Os desafios para o futuro

Não é algo para ser consertado do dia para a noite. Os preconceitos dirigidos a comunidade LGBTQIA+.são frutos amargos de décadas de um sistema educacional, patrocinado pelo Regime Militar (1964-1985) e que jamais privilegiou a reflexão e a construção de ideias de pensamentos e sim a decoreba, o acumulo de informações. Quem foi criança e adolescente nas décadas de 1970,1980 e até em 1990 apenas replicam o que foi ( ou não foi) ensinado em escolas públicas e particulares. A ignorância também é um projeto de poder.

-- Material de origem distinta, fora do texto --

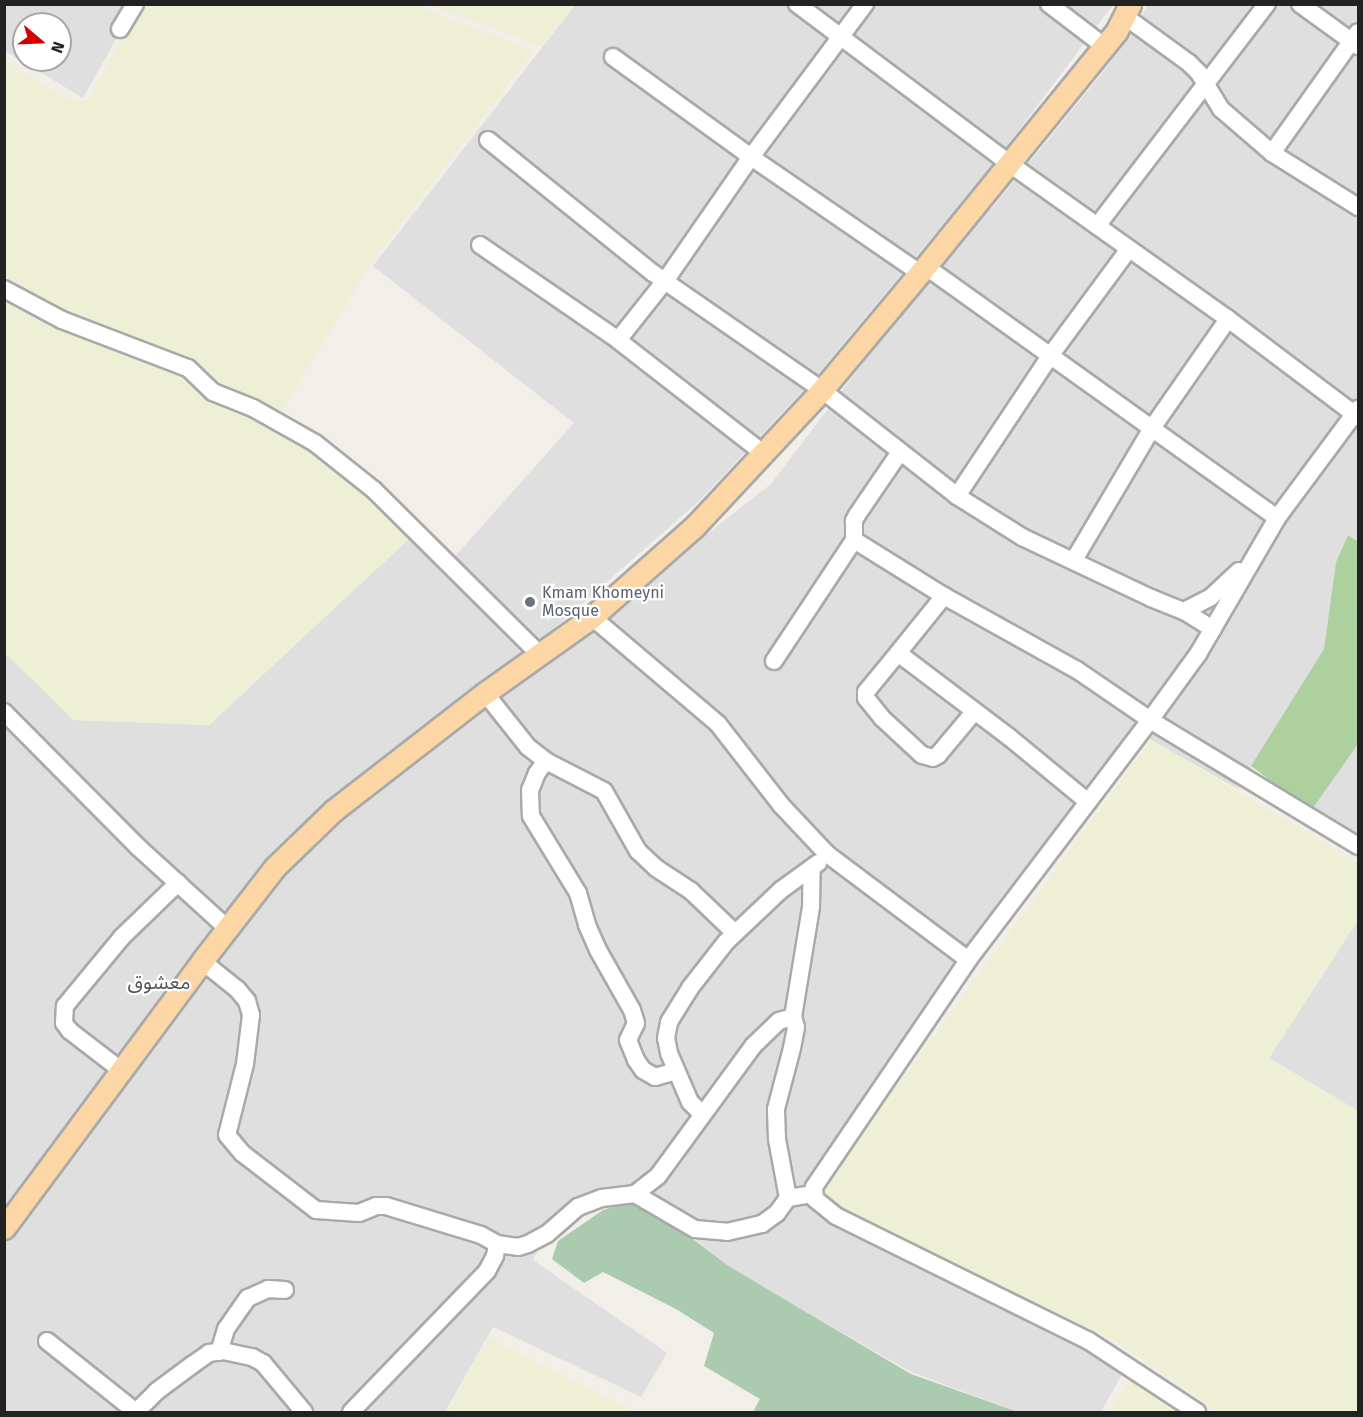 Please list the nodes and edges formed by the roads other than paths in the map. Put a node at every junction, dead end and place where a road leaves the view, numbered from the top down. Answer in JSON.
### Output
{"nodes":[{"id":1,"x":135,"y":4,"type":"edge"},
{"id":2,"x":797,"y":4,"type":"edge"},
{"id":3,"x":865,"y":4,"type":"edge"},
{"id":4,"x":1049,"y":4,"type":"edge"},
{"id":5,"x":1267,"y":4,"type":"edge"},
{"id":6,"x":1300,"y":4,"type":"edge"},
{"id":7,"x":1125,"y":21,"type":"edge"},
{"id":8,"x":120,"y":29,"type":"dead end"},
{"id":9,"x":840,"y":35,"type":"junction"},
{"id":10,"x":1356,"y":40,"type":"edge"},
{"id":11,"x":613,"y":57,"type":"dead end"},
{"id":12,"x":1207,"y":85,"type":"junction"},
{"id":13,"x":488,"y":140,"type":"dead end"},
{"id":14,"x":1272,"y":153,"type":"junction"},
{"id":15,"x":751,"y":157,"type":"junction"},
{"id":16,"x":1010,"y":164,"type":"junction"},
{"id":17,"x":1359,"y":207,"type":"edge"},
{"id":18,"x":1096,"y":226,"type":"junction"},
{"id":19,"x":480,"y":245,"type":"dead end"},
{"id":20,"x":1129,"y":249,"type":"junction"},
{"id":21,"x":923,"y":269,"type":"junction"},
{"id":22,"x":664,"y":281,"type":"junction"},
{"id":23,"x":4,"y":289,"type":"edge"},
{"id":24,"x":1228,"y":319,"type":"junction"},
{"id":25,"x":618,"y":340,"type":"junction"},
{"id":26,"x":1050,"y":356,"type":"junction"},
{"id":27,"x":822,"y":390,"type":"junction"},
{"id":28,"x":1357,"y":413,"type":"edge"},
{"id":29,"x":1152,"y":428,"type":"junction"},
{"id":30,"x":900,"y":452,"type":"junction"},
{"id":31,"x":763,"y":453,"type":"junction"},
{"id":32,"x":957,"y":496,"type":"junction"},
{"id":33,"x":1277,"y":518,"type":"junction"},
{"id":34,"x":854,"y":540,"type":"junction"},
{"id":35,"x":1254,"y":556,"type":"junction"},
{"id":36,"x":1074,"y":560,"type":"junction"},
{"id":37,"x":944,"y":596,"type":"junction"},
{"id":38,"x":1184,"y":611,"type":"junction"},
{"id":39,"x":592,"y":617,"type":"junction"},
{"id":40,"x":1213,"y":629,"type":"junction"},
{"id":41,"x":898,"y":653,"type":"junction"},
{"id":42,"x":540,"y":656,"type":"junction"},
{"id":43,"x":774,"y":661,"type":"dead end"},
{"id":44,"x":485,"y":693,"type":"junction"},
{"id":45,"x":4,"y":712,"type":"edge"},
{"id":46,"x":974,"y":712,"type":"junction"},
{"id":47,"x":1150,"y":720,"type":"junction"},
{"id":48,"x":546,"y":761,"type":"junction"},
{"id":49,"x":1089,"y":802,"type":"junction"},
{"id":50,"x":1359,"y":846,"type":"edge"},
{"id":51,"x":827,"y":854,"type":"junction"},
{"id":52,"x":812,"y":868,"type":"junction"},
{"id":53,"x":178,"y":883,"type":"junction"},
{"id":54,"x":227,"y":928,"type":"junction"},
{"id":55,"x":735,"y":933,"type":"junction"},
{"id":56,"x":968,"y":960,"type":"junction"},
{"id":57,"x":202,"y":961,"type":"junction"},
{"id":58,"x":793,"y":1017,"type":"junction"},
{"id":59,"x":122,"y":1071,"type":"junction"},
{"id":60,"x":676,"y":1071,"type":"junction"},
{"id":61,"x":702,"y":1114,"type":"junction"},
{"id":62,"x":635,"y":1194,"type":"junction"},
{"id":63,"x":814,"y":1194,"type":"junction"},
{"id":64,"x":788,"y":1198,"type":"junction"},
{"id":65,"x":4,"y":1228,"type":"edge"},
{"id":66,"x":497,"y":1244,"type":"junction"},
{"id":67,"x":285,"y":1290,"type":"dead end"},
{"id":68,"x":47,"y":1341,"type":"dead end"},
{"id":69,"x":219,"y":1352,"type":"junction"},
{"id":70,"x":136,"y":1412,"type":"edge"},
{"id":71,"x":304,"y":1413,"type":"edge"},
{"id":72,"x":351,"y":1413,"type":"edge"},
{"id":73,"x":1197,"y":1413,"type":"edge"}],
"edges":[{"from":1,"to":8,"type":"street"},
{"from":2,"to":9,"type":"street"},
{"from":3,"to":9,"type":"street"},
{"from":4,"to":7,"type":"street"},
{"from":5,"to":12,"type":"street"},
{"from":6,"to":10,"type":"street"},
{"from":7,"to":12,"type":"street"},
{"from":7,"to":16,"type":"main road"},
{"from":9,"to":15,"type":"street"},
{"from":9,"to":16,"type":"street"},
{"from":10,"to":14,"type":"street"},
{"from":11,"to":15,"type":"street"},
{"from":12,"to":14,"type":"street"},
{"from":12,"to":18,"type":"street"},
{"from":13,"to":22,"type":"street"},
{"from":14,"to":17,"type":"street"},
{"from":15,"to":21,"type":"street"},
{"from":15,"to":22,"type":"street"},
{"from":16,"to":18,"type":"street"},
{"from":16,"to":21,"type":"main road"},
{"from":18,"to":20,"type":"street"},
{"from":19,"to":25,"type":"street"},
{"from":20,"to":24,"type":"street"},
{"from":20,"to":26,"type":"street"},
{"from":21,"to":26,"type":"street"},
{"from":21,"to":27,"type":"main road"},
{"from":22,"to":25,"type":"street"},
{"from":22,"to":27,"type":"street"},
{"from":23,"to":42,"type":"street"},
{"from":24,"to":28,"type":"street"},
{"from":24,"to":29,"type":"street"},
{"from":25,"to":31,"type":"street"},
{"from":26,"to":29,"type":"street"},
{"from":26,"to":32,"type":"street"},
{"from":27,"to":30,"type":"street"},
{"from":27,"to":31,"type":"main road"},
{"from":28,"to":33,"type":"street"},
{"from":29,"to":33,"type":"street"},
{"from":29,"to":36,"type":"street"},
{"from":30,"to":32,"type":"street"},
{"from":30,"to":34,"type":"street"},
{"from":31,"to":39,"type":"main road"},
{"from":32,"to":36,"type":"street"},
{"from":33,"to":35,"type":"street"},
{"from":34,"to":37,"type":"street"},
{"from":34,"to":43,"type":"street"},
{"from":35,"to":38,"type":"street"},
{"from":35,"to":40,"type":"street"},
{"from":36,"to":38,"type":"street"},
{"from":37,"to":41,"type":"street"},
{"from":37,"to":47,"type":"street"},
{"from":38,"to":40,"type":"street"},
{"from":39,"to":42,"type":"main road"},
{"from":39,"to":51,"type":"street"},
{"from":40,"to":47,"type":"street"},
{"from":41,"to":46,"type":"street"},
{"from":41,"to":46,"type":"street"},
{"from":42,"to":44,"type":"main road"},
{"from":44,"to":48,"type":"street"},
{"from":44,"to":54,"type":"main road"},
{"from":45,"to":53,"type":"street"},
{"from":46,"to":49,"type":"street"},
{"from":47,"to":49,"type":"street"},
{"from":47,"to":50,"type":"street"},
{"from":48,"to":55,"type":"street"},
{"from":48,"to":60,"type":"street"},
{"from":49,"to":56,"type":"street"},
{"from":51,"to":52,"type":"street"},
{"from":51,"to":56,"type":"street"},
{"from":52,"to":55,"type":"street"},
{"from":52,"to":58,"type":"street"},
{"from":53,"to":54,"type":"street"},
{"from":53,"to":59,"type":"street"},
{"from":54,"to":57,"type":"main road"},
{"from":55,"to":60,"type":"street"},
{"from":56,"to":63,"type":"street"},
{"from":57,"to":59,"type":"main road"},
{"from":57,"to":66,"type":"street"},
{"from":58,"to":61,"type":"street"},
{"from":58,"to":64,"type":"street"},
{"from":59,"to":65,"type":"main road"},
{"from":60,"to":61,"type":"street"},
{"from":61,"to":62,"type":"street"},
{"from":62,"to":64,"type":"street"},
{"from":62,"to":66,"type":"street"},
{"from":63,"to":64,"type":"street"},
{"from":63,"to":73,"type":"street"},
{"from":66,"to":72,"type":"street"},
{"from":67,"to":69,"type":"street"},
{"from":68,"to":70,"type":"street"},
{"from":69,"to":70,"type":"street"},
{"from":69,"to":71,"type":"street"}]}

Quem destila impropérios contra a comunidade LGBTQIA+. tem perfis diversos. Profissionais liberais, operários ou cidadãos comuns que quando sentaram no banco escolar foram rápidos para assinalar a alternativa correta na prova mas hoje não refletem sobre pontos básicos do cotidiano. Foram ensinados a serem conduzidos e nunca a serem condutores. Pagamos o preço de tal desmando ao convivermos com gente preconceituosa e insensível. Toda ajuda para desmontar esta bomba relógio é necessária. E urgente.

Que os clubes de futebol continuem nesta jornada não só para conquistar títulos no gramado mas para viabilizar a superação de preconceitos enraizados entre nós e que impedem o Brasil de ser um país justo e inclusivo. De fato e de direito.

(Elias Aredes Junior-com foto de Mailson Santana-Fluminense Futebol Clube)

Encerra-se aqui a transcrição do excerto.